Face à ces dynamiques, les salariées tentent de préserver leur travail ou leur santé, parfois au détriment de l'un ou de l'autre. Avec des répercussions sur leur vie familiale, sur le bien-être des personnes aidées, voire pour les employeurs du secteur, amenés à gérer les coûts induits : turn-over, invalidité...
Des professionnelles de l'action sociale
Pourtant, l'analyse des innovations sociales portées par les intervenantes, des propositions qu'elles élaborent en entretien ou dans des cadres collectifs montre que d'autres voies sont possibles. Elles sont en capacité de proposer et d'évaluer, au regard de leur expérience, des savoirs et savoir-faire qui ne sont pas valorisés. En cela, il est important de revoir leur place dans le processus du "maintenir à domicile" et de leur reconnaître enfin leur rôle de professionnelles de l'action sociale, aujourd'hui déligitimé. Sortir leur travail de l'invisibilité dans laquelle il est maintenu permettra aussi d'agir envers celles qui le réalisent en tout ou partie "au noir", qu'elles soient ou non des travailleuses migrantes.

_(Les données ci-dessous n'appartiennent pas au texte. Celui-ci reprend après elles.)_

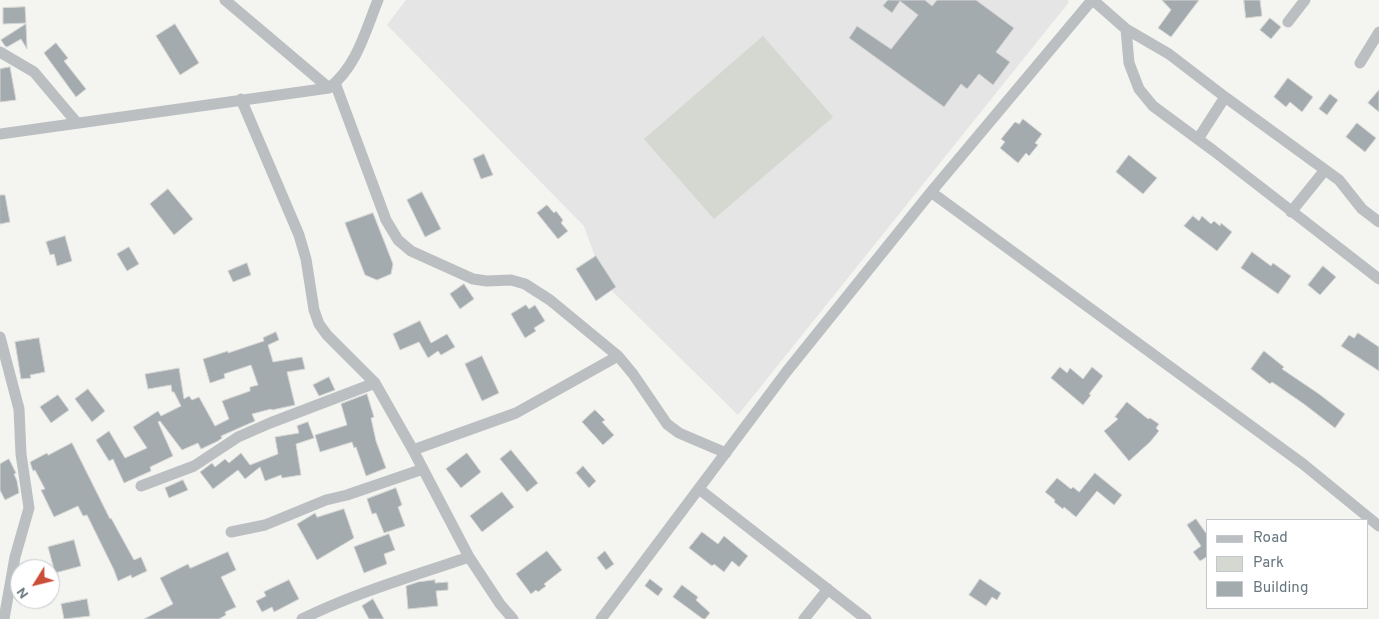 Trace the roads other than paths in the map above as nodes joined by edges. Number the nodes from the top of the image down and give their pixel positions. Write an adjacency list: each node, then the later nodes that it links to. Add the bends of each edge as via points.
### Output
1 (225, 0): 10 (street)
2 (378, 0): 10 (street, via 353,62)
3 (1092, 0): 6 (street); 17 (street)
4 (1305, 0): 5 (street)
5 (1288, 22)
6 (1126, 29): 11 (street, via 1169,54); 15 (street, via 1129,63 1139,89 1153,106)
7 (1379, 32): 9 (street)
8 (0, 52): 13 (street, via 34,72)
9 (1360, 63)
10 (332, 86): 12 (street); 22 (street, via 386,220 398,240 411,251 473,279 511,280 525,284 550,300)
11 (1224, 97): 15 (street); 16 (street)
12 (241, 99): 13 (street); 23 (street, via 299,235 319,324)
13 (77, 123): 14 (street)
14 (0, 134)
15 (1198, 140): 18 (street)
16 (1325, 170): 18 (street); 19 (street, via 1339,180 1362,209)
17 (932, 192): 25 (street, via 787,371); 29 (street, via 1303,464)
18 (1291, 212): 20 (street)
19 (1379, 222)
20 (1379, 279)
21 (0, 337): 33 (street, via 19,409 21,454 29,508 15,557)
22 (618, 356): 24 (street, via 516,413); 25 (street, via 667,424 679,433)
23 (375, 384): 24 (street); 27 (street, via 254,430 194,466)
24 (413, 450): 26 (street)
25 (726, 453): 28 (street)
26 (423, 469): 30 (street, via 326,500 265,524); 31 (street)
27 (141, 486)
28 (699, 489): 32 (street); 36 (street)
29 (1379, 526)
30 (231, 532)
31 (469, 557): 34 (street, via 325,607); 35 (street)
32 (828, 589): 37 (street); 38 (street)
33 (4, 619)
34 (302, 619)
35 (513, 619)
36 (601, 619)
37 (804, 619)
38 (866, 619)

Les récentes grèves et mobilisations collectives dans le secteur, l'apparition de collectifs de professionnelles qui défendent "un métier" vont également dans le sens d'autres possibles. De même que les initiatives prises par les associations pour participer à la territorialisation des politiques sociales ou se faire reconnaître comme acteurs de la prescription, des actions qui ont permis de limiter les dégradations observées.